空気をのみこみすぎる「空気嚥下症(くうきえんかしょう)」とは?
国際的な診療ガイドラインに基づく
概要
空気嚥下症とは、食事や会話のときに必要以上に空気をのみこんでしまう状態のことです。のみこんだ空気が胃や腸にたまることで、おなかの張りやげっぷ、腹痛などの症状があらわれます。心配のいらないことが多い症状ですが、習慣や生活の中のくせが原因になることがほとんどです。
重要な事実
- 空気嚥下症は、空気をのみこみすぎることでおなかの張りやげっぷなどの症状が出る状態です。

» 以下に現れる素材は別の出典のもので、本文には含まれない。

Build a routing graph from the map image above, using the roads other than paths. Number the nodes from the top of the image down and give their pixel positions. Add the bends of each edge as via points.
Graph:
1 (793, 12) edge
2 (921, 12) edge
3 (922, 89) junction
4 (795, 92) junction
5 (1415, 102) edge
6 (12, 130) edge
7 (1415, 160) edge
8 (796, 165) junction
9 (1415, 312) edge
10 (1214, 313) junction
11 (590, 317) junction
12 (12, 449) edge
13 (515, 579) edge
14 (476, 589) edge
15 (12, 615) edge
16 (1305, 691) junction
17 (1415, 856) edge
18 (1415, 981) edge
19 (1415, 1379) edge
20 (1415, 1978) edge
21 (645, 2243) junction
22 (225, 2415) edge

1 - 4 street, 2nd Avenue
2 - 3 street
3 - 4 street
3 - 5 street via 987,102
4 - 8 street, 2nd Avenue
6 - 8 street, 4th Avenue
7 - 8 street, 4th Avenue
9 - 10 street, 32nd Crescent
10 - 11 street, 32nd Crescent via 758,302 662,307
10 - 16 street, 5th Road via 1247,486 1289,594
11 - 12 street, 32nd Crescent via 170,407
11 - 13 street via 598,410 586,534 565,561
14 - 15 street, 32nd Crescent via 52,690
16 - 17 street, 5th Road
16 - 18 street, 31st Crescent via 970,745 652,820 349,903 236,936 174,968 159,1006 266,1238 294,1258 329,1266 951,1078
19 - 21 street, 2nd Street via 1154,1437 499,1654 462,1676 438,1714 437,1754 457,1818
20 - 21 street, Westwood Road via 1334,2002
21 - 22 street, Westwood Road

- 多くの場合、食事のスピードや飲み物の種類、ストレスなどの生活習慣が関係しています。
- 命にかかわる病気ではありませんが、症状がつづく場合は医療機関に相談しましょう。
空気嚥下症は、誰にでも起こりうる身近な状態です。特に、食べるのが速い人や炭酸飲料をよく飲む人に多くみられます。正確な人数ははっきりしませんが、おなかの張りやげっぷを感じたことがある人は非常に多いと考えられています。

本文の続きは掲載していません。